Afin de pallier ces nouvelles normes et pour équilibrer leur budget, les États ont dès lors lancé différents partenariats public/privé. Ce sont des contrats qui peuvent revêtir différentes formes, mais qui généralement laissent à l’État la propriété du bien en question: hôpital, école, autoroute et lui laisse la possibilité de contrôler une gestion qui est dorénavant confiée à une entreprise privée qui en récolte les profits et participe au financement. On parle de contrats DBFM (Design, Build, Finance, Maintain), à savoir que les consortiums désignés dessinent les plans, construisent, financent et gèrent la prison à l’exception des aspects de sécurité. Ces contrats ont été vivement critiqués, car laissant tous les bénéfices aux entreprises privées alors que l’État couvrait les éventuels risques lorsque les choses ne se déroulaient pas comme prévu dans les plans financiers. Ainsi, en France, un rapport de la Cour des comptes de 2010 démontre que les indemnités annuelles octroyées par l’État aux prestataires privés sont deux à trois fois plus élevées que lorsqu’un établissement carcéral relève entièrement du public. Tout comme ce qui s’est passé lors de la crise financière, voilà une autre forme de privatisation des profits et de socialisation des pertes. Depuis 2004, suivant les caractéristiques de ces PPP, l’organisme européen chargé des statistiques Eurostat a revu le traitement comptable de ceux-ci. La totalité des montants, même la part financée par le privé, doit désormais être comptabilisée comme une dépense publique, enlevant tout l’intérêt d’un tel mécanisme de financement pour les États.

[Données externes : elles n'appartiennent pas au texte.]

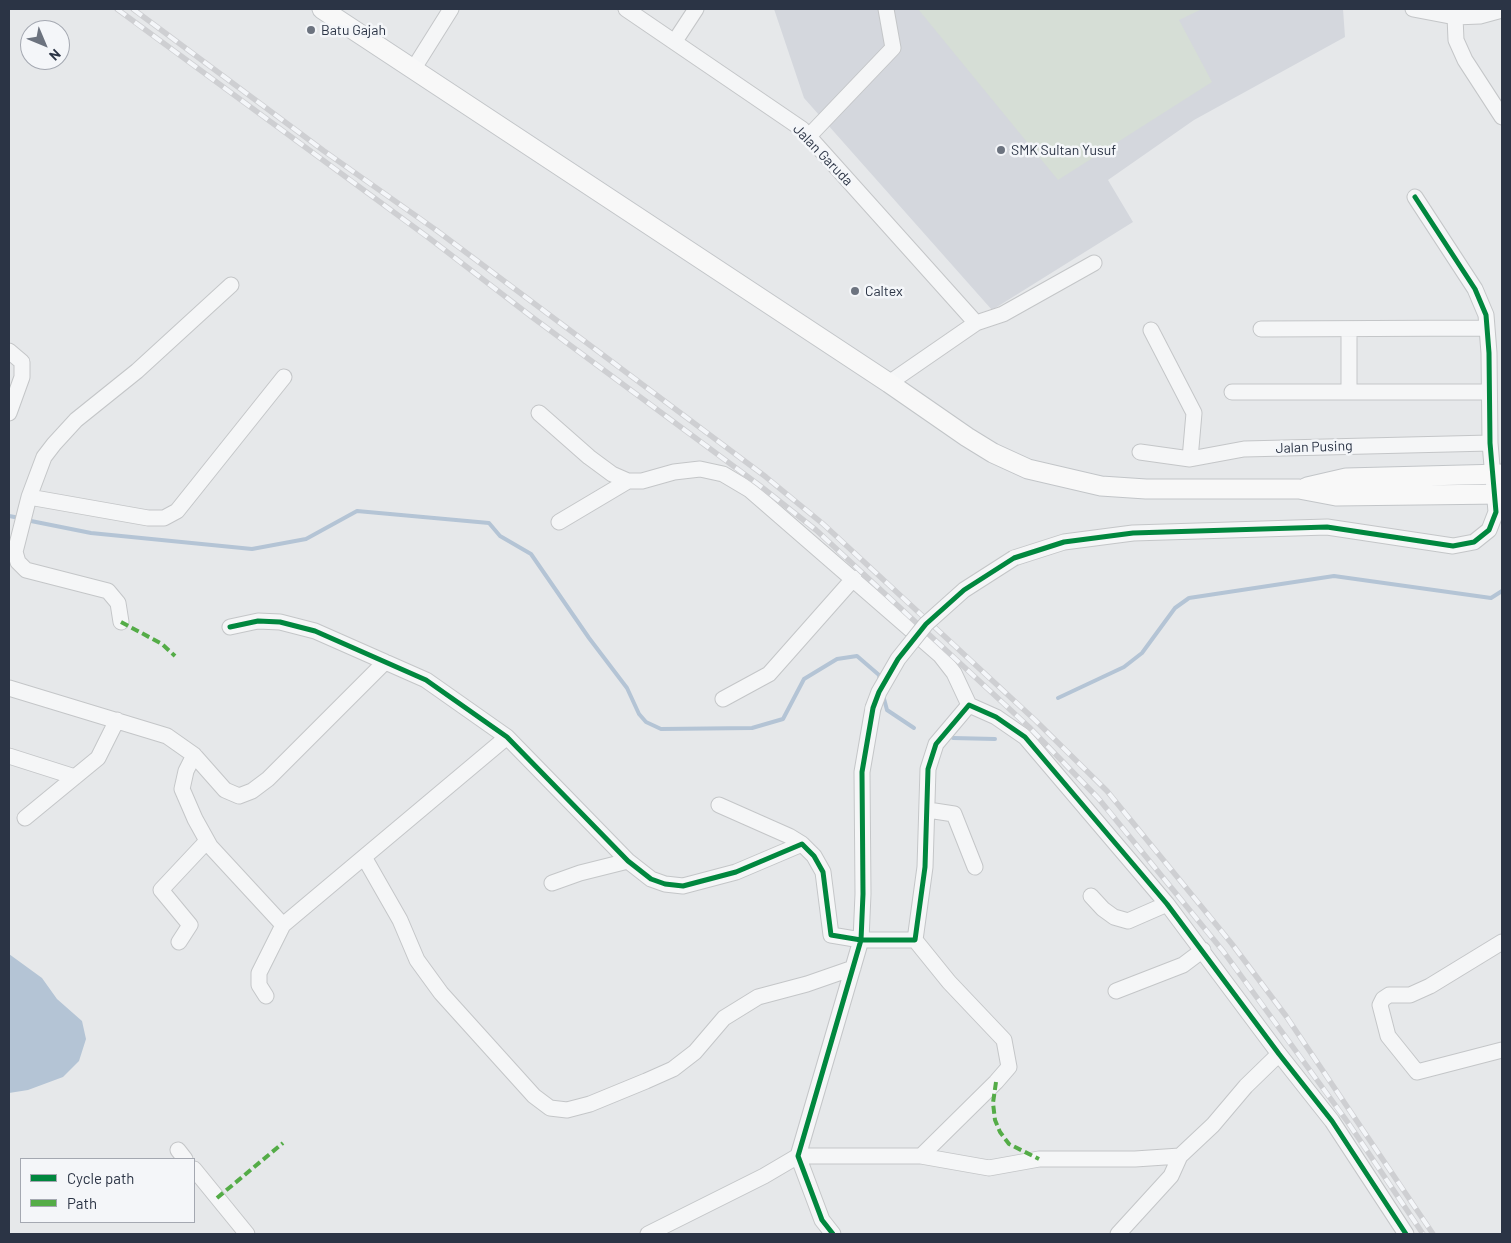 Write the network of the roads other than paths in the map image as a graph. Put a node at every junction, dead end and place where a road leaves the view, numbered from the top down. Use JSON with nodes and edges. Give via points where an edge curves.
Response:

Privatisation et justice de classes

Par ailleurs, un très grand nombre de services « offerts » au sein des prisons sont payants et assurés par des sociétés privées externes. On comprend dès lors l’intérêt à ce que le nombre de prisonniers augmente. Ils constituent une clientèle captive de choix que ces sociétés privées ne souhaitent pas voir partir. Et l’on comprend ainsi mieux le peu de volonté à développer des politiques de réinsertion cohérentes: il y a conflit d’intérêts. Le système actuel cherche à tout marchandiser, à tout monétiser, y compris le monde carcéral, et cela, au détriment de son efficacité.

Tout ceci alors que dans le même temps, nos politiques ont voté la transaction pénale qui a permis à ceux qui avaient commis le plus grand délit de l’histoire financière de Belgique de s’en tirer en payant une amende modeste, n’étant même pas condamnés et n’atterrissant dès lors pas en prison. Alors qu’un voleur de saucisson, a-t-on appris tout récemment, risque d’écoper d’une peine ferme et que, par la soumission à la TVA des honoraires d’avocats, on rend l’accès à la justice plus difficile pour les moins favorisés… Y aurait-il une justice de classes?

 


Cet article a été publié dans une version légèrement différente et sous la forme d’une contribution externe le 22 mai 2015 et mis à jour le 26 mai 2015 sur www.lalibre.be.